__REQUIRED ACTION__
The answer is a number and nothing else: the count of lines in these entries containing the word "Leyva".

__THE DATA__
====
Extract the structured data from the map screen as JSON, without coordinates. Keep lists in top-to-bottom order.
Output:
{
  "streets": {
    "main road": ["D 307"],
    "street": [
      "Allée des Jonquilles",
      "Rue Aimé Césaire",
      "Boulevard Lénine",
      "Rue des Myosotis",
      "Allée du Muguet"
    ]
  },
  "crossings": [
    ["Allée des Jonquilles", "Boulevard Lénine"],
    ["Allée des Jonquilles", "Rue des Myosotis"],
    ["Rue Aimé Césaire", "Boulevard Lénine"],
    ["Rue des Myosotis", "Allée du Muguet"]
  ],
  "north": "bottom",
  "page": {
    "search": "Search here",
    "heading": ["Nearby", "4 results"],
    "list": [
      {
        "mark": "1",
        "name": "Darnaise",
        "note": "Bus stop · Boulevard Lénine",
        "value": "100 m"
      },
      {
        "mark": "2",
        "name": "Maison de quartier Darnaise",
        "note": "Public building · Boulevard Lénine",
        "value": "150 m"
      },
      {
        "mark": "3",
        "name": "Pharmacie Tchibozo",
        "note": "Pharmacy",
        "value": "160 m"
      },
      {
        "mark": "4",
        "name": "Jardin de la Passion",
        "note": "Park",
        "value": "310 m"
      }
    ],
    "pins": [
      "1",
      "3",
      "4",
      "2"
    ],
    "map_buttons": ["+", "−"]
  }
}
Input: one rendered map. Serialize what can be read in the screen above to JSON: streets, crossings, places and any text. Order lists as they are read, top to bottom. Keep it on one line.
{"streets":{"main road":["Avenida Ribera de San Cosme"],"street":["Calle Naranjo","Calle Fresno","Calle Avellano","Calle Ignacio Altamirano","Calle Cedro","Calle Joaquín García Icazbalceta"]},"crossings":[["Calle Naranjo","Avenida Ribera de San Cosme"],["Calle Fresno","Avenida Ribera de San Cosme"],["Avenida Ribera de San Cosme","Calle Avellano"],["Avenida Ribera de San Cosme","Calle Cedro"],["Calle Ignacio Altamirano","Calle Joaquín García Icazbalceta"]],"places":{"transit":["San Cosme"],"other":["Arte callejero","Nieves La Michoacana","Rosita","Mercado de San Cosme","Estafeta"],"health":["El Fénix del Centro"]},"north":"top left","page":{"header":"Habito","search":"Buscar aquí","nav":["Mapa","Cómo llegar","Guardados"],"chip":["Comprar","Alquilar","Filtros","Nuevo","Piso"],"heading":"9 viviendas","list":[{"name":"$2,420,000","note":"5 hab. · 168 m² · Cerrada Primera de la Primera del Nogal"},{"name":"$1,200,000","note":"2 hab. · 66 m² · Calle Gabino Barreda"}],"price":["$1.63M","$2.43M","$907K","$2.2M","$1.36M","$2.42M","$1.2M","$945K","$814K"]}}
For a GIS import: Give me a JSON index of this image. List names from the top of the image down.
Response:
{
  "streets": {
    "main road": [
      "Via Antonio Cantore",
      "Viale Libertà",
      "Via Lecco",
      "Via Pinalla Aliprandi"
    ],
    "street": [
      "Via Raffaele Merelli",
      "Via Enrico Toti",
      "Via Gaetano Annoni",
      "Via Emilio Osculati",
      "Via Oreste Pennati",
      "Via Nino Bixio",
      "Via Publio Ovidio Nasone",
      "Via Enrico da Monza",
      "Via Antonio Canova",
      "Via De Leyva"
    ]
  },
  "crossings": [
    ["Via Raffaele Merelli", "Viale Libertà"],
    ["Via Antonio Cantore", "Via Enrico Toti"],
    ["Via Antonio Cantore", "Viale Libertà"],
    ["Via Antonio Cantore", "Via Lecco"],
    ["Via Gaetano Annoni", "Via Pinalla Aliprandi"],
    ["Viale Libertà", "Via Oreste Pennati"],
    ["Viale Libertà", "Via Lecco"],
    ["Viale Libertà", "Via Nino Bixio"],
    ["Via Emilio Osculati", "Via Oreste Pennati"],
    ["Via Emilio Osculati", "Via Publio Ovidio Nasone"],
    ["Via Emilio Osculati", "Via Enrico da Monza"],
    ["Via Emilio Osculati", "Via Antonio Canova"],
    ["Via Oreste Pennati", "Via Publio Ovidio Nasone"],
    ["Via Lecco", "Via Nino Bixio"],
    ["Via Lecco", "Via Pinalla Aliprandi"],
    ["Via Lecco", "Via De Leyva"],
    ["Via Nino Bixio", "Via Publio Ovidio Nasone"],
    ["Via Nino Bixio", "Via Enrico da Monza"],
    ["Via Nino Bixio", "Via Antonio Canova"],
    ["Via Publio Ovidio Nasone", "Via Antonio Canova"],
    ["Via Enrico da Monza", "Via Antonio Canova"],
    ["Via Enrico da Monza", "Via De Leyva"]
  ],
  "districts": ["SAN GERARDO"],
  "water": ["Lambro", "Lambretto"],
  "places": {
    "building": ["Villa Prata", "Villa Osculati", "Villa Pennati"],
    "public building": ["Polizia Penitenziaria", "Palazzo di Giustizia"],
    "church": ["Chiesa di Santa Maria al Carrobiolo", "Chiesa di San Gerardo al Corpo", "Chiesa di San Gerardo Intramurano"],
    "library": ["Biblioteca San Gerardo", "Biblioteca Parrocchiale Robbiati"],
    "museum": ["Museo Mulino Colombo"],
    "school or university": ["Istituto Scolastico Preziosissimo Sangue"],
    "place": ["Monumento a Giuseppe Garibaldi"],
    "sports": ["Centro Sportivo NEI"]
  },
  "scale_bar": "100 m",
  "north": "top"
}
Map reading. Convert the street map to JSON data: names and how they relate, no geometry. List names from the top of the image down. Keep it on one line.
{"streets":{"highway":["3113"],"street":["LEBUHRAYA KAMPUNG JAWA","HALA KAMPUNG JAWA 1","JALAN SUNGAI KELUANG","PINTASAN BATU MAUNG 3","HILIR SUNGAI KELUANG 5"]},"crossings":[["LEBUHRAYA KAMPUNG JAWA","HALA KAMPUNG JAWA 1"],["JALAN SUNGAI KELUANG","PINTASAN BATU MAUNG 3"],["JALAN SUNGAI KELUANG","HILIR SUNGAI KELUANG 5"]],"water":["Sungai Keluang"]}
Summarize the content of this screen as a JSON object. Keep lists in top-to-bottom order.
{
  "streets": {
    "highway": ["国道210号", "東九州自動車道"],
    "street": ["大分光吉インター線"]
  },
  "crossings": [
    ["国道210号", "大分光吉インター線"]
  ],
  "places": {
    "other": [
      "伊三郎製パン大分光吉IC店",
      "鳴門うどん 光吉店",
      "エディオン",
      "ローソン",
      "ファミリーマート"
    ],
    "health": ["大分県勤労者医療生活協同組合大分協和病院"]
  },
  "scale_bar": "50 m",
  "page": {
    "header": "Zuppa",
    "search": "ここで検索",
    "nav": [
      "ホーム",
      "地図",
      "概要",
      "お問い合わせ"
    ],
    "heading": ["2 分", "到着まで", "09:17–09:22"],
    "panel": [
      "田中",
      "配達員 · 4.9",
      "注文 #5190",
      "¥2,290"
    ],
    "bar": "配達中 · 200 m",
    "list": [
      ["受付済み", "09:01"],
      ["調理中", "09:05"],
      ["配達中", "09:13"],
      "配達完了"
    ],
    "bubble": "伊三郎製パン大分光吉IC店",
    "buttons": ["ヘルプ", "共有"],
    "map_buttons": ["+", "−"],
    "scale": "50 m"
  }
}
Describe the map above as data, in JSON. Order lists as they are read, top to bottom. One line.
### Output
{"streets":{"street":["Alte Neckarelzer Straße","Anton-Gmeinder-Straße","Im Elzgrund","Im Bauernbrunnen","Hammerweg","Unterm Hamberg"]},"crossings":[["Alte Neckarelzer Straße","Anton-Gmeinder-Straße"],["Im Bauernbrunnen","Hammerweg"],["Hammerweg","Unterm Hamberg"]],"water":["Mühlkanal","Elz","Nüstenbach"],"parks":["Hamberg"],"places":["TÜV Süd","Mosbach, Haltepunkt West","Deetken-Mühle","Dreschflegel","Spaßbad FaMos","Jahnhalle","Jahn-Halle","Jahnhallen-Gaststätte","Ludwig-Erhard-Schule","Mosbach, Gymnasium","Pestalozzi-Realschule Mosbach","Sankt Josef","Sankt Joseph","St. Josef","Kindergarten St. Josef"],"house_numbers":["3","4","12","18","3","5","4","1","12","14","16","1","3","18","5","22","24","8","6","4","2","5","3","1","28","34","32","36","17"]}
====
__FINISHED TASK__
3